The data was provided by the SPARE Challenge. The SPARE challenge is led by Dr Andy Shieh and Prof Paul Keall at the ACRF Image X Institute, The University of Sydney. Collaborators who have contributed to the datasets include A/Prof Xun Jia, Miss Yesenia Gonzalez, and Mr Bin Li from the University of Texas Southwestern Medical Center, and Dr Simon Rit from the Creatis Medical Imaging Research Center.

The data consisted of 4-Dimensional cone-beam CT images of 12 patients acquired in 1 minute (sparse input data, suffering from high levels of noise and artifacts), and the corresponding high-quality images (complete output data). These data will be released to the public by the organizers of the challenge in the future.

Preliminary Results (Prototype model)

U-Net

The figure above illustrates the performance of our prototype on images from the validation set. The top-row displays three cone-beam CT slices reconstructed from 1-minute scans (input data). The middle row shows the improvements made by our model (predictions). The bottom row shows the ground-truth (high-quality images).

Quantitative assessment of the prototype performance

In deep learning applications to enhance image data, the mean-square-error loss function (applied on a pixel-by-pixel basis) is often used. However, different groups have shown that the selection of a loss function, more relevant to the imaging-task at hand, can greatly improve the overall performance of the model. For instance, Zhao et al 2015 proposed several alternatives to the mean-square-error loss function for de-noising, super-resolution, and JPEG artifacts removal. The authors proposed a loss function which is a combination of the mean-absolute-error and the structural similarity. Read the study here: https://arxiv.org/abs/1511.08861.

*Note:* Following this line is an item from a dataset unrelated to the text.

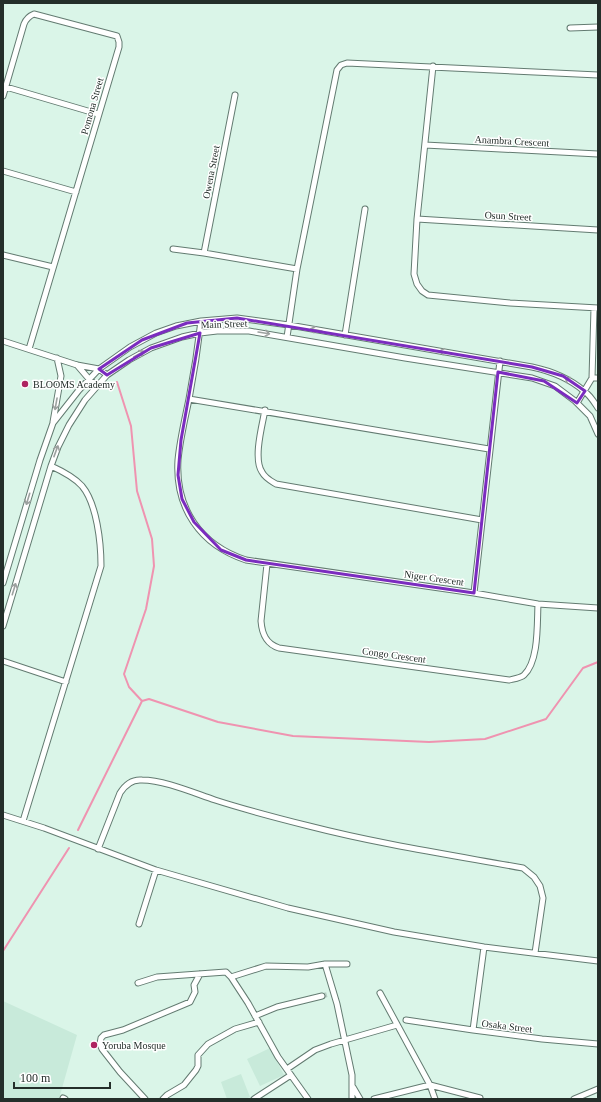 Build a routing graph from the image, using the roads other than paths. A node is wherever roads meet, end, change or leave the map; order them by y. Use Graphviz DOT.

Another very recent study by Taghanaki et al 2018 showed that a simple network with the proper loss function can outperform more complex architectures (e.g. networks with skip connections) in image segmentation tasks. Read their work here: https://arxiv.org/abs/1805.02798

In light of these results, we decided to investigate the following research question:

  1. Using the U-Net architecture, what is the optimum loss-fuction for denoising and artifact removal of 4-D cone-beam CT images? To this end, we evaluated the performance of our prototype model with the following loss functions:
  • Loss A: mean-squared error
  • Loss B: mean-absolute error
  • Loss C: structural similarity
  • Loss D: 0.75 * (mean-square error) + 0.25 * (structural similarity)

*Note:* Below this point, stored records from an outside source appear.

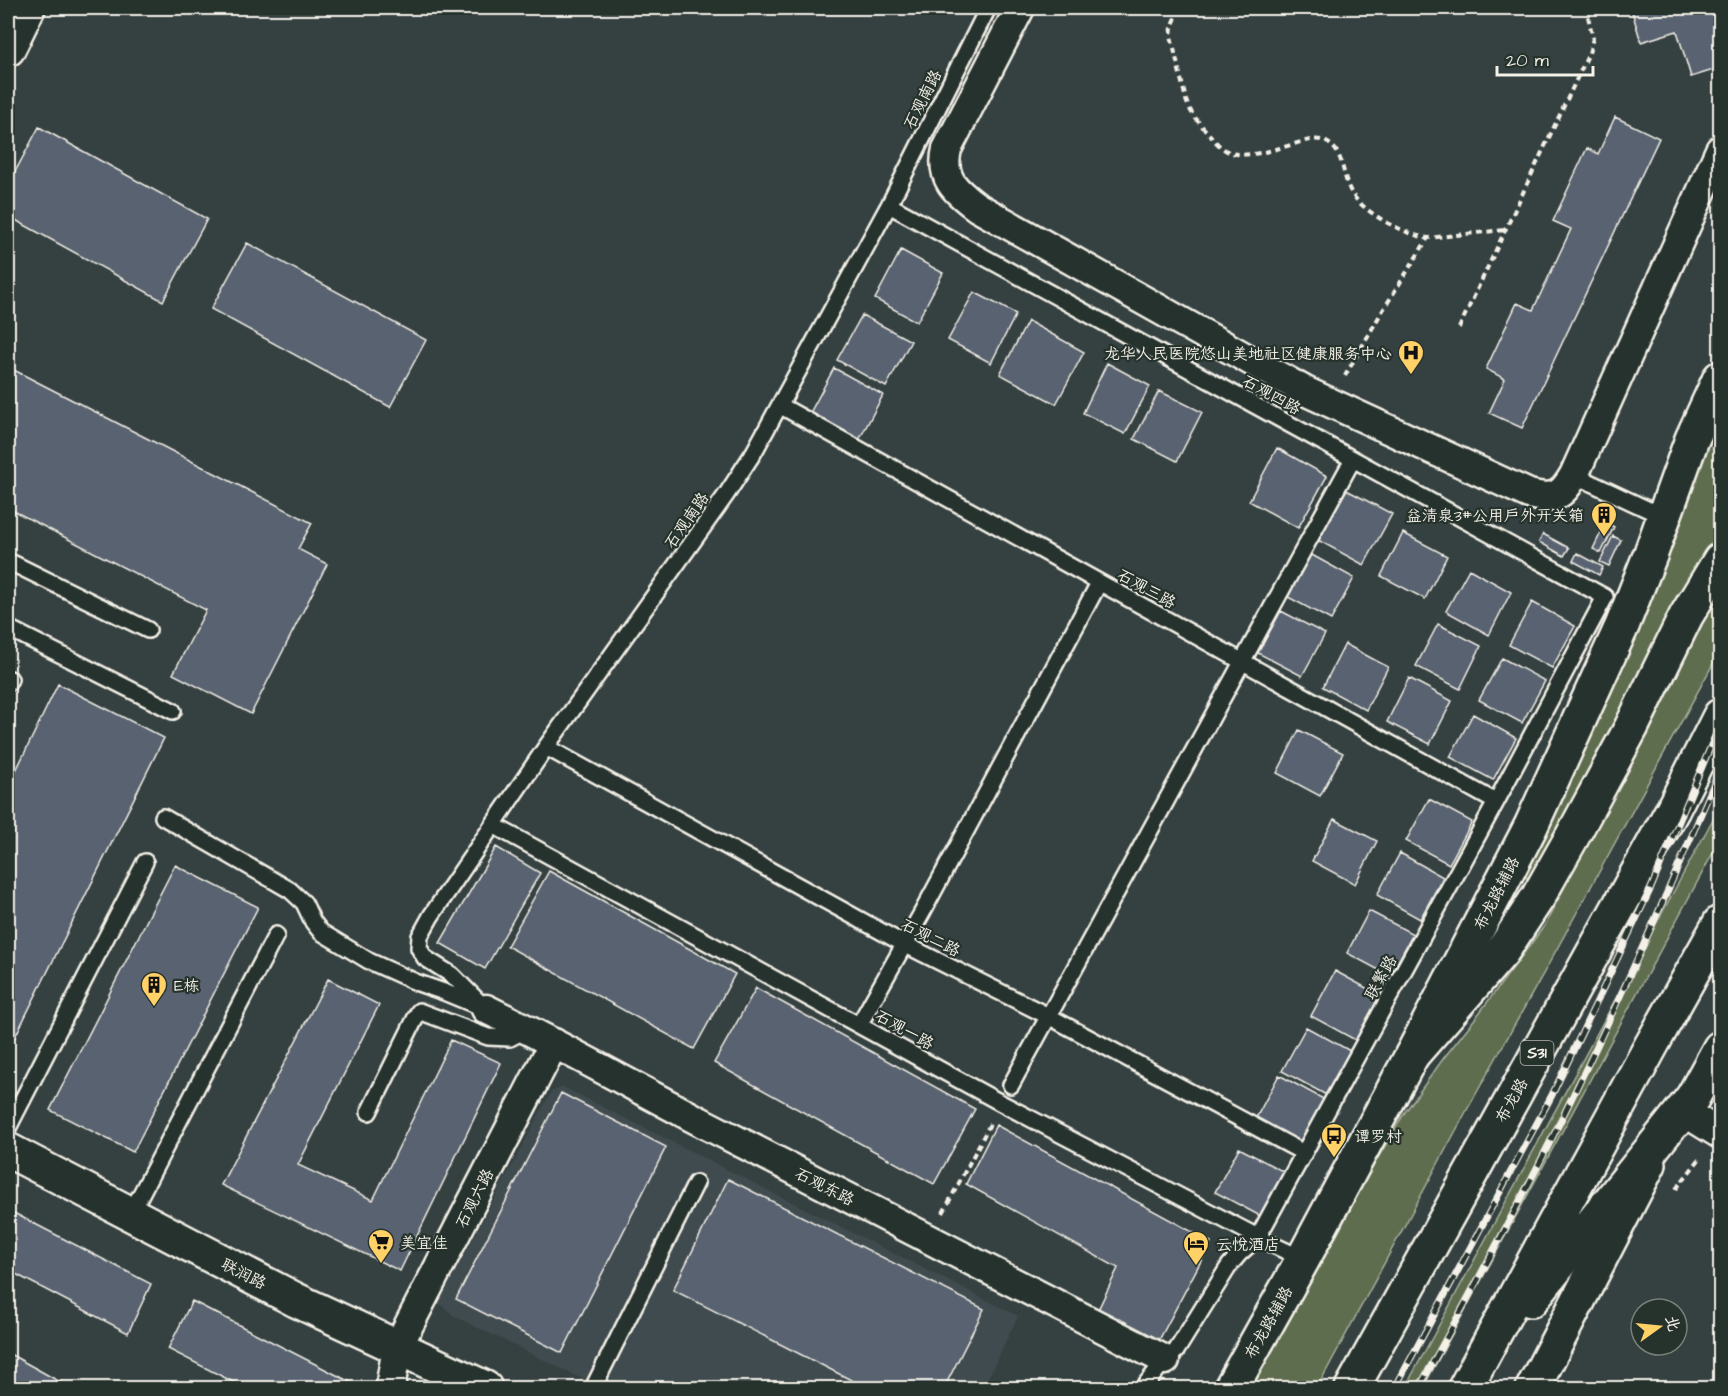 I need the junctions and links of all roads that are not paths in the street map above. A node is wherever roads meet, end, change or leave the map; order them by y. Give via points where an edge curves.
1 (28, 8) edge
2 (988, 8) edge
3 (1020, 8) edge
4 (8, 49) edge
5 (1720, 150) edge
6 (889, 205) junction
7 (1720, 378) edge
8 (781, 406) junction
9 (1353, 459) junction
10 (1574, 475) junction
11 (1664, 518) junction
12 (1720, 560) edge
13 (8, 561) edge
14 (1100, 583) junction
15 (1605, 597) joint
16 (8, 628) edge
17 (148, 630) dead end
18 (1243, 661) junction
19 (173, 711) dead end
20 (1720, 716) edge
21 (546, 747) junction
22 (1496, 802) junction
23 (163, 817) dead end
24 (493, 825) junction
25 (145, 862) dead end
26 (1720, 923) edge
27 (276, 935) dead end
28 (904, 944) junction
29 (486, 1009) junction
30 (1050, 1017) junction
31 (859, 1025) junction
32 (527, 1029) junction
33 (554, 1043) junction
34 (1720, 1048) edge
35 (1412, 1055) junction
36 (1011, 1085) dead end
37 (1688, 1104) junction
38 (369, 1112) dead end
39 (8, 1128) edge
40 (1720, 1134) edge
41 (8, 1150) edge
42 (1304, 1153) junction
43 (696, 1183) dead end
44 (130, 1215) junction
45 (1258, 1237) junction
46 (1303, 1259) junction
47 (398, 1348) junction
48 (1165, 1360) junction
49 (1471, 1379) edge
50 (390, 1389) edge
51 (484, 1389) edge
52 (593, 1389) edge
53 (1143, 1389) edge
54 (1231, 1389) edge
55 (1352, 1389) edge
56 (1533, 1389) edge

1 - 4 main road
2 - 6 lane, 石观南路
3 - 10 street via 947,149 946,175 966,199 1328,403 1529,494 1554,497 1565,490
5 - 10 street
6 - 8 lane, 石观南路
6 - 9 lane, 石观四路
7 - 11 main road, 布龙路辅路 via 1692,439
8 - 14 lane, 石观三路
8 - 21 lane, 石观南路 via 726,495
9 - 15 lane, 石观四路
9 - 18 lane
10 - 11 lane
11 - 35 main road, 布龙路辅路 via 1622,626 1531,826
12 - 35 main road via 1686,616 1631,728 1538,897 1502,952
13 - 17 lane
14 - 18 lane, 石观三路
14 - 28 lane
15 - 22 lane, 联繁路
16 - 19 lane
18 - 22 lane, 石观三路
18 - 30 lane
20 - 55 main road, 布龙路 / S31
21 - 24 lane, 石观南路
21 - 28 lane, 石观二路
22 - 42 lane, 联繁路
23 - 29 lane via 290,890 321,932 369,961
24 - 29 lane, 石观南路 via 431,916 420,936 419,948 425,958 452,975
24 - 31 lane, 石观一路
25 - 39 lane
26 - 49 main road
27 - 44 lane
28 - 30 lane, 石观二路
28 - 31 lane
29 - 32 street, 石观东路
30 - 36 lane
30 - 42 lane, 石观二路
31 - 45 lane, 石观一路
32 - 33 street, 石观东路
32 - 38 lane via 510,1038 488,1037 418,1011
33 - 47 street, 石观六路
33 - 48 street, 石观东路
34 - 37 main road
35 - 46 main road, 布龙路辅路
37 - 40 street
37 - 49 main road
37 - 56 main road via 1651,1160
41 - 44 main road, 联润路
42 - 45 lane, 联繁路
43 - 52 lane
44 - 47 main road, 联润路
45 - 46 lane, 石观一路
45 - 48 lane, 联繁路 via 1229,1266 1176,1351
46 - 54 main road, 布龙路辅路
47 - 50 street, 石观六路
47 - 51 main road, 联润路
48 - 53 lane, 联繁路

We assessed the performance of each trained version of our prototype model by evaluating multiple metrics (mean-square error, mean-absolute error, peak signal-to-noise ratio and structural similarity) on the test dataset (i.e., images of patients that were not shown during training). In particular, we computed these metrics on both the entire image of each patient and also within the patient body only. The patient body on each image was segmented using a region growing algorithm (available on the SimpleITK library for python. The code is available in my repository). The results are shown in the four figures below. Overall, we do observe an improvement in all the image quality metrics with respect to the initial 'un-enhanced' images (referred to as 'Original' in the figures).

per

per2

Future work

Our prototype was built to improve the quality of the reconstructed images. One limitation of this approach is that the performance of the model will depend on the quality/artifacts present on the input images. Such quality of inputs also is sensitive to the method applied to reconstruct the measured projection data. To overcome this limitation, and to generalize our model as much as possible, we are investigating the following research question:

  1. Can we build a deep learning model that improves the quality of the measured projection data (i.e., the sinograms)? How does the performance of such model compares to the performance of our current prototype?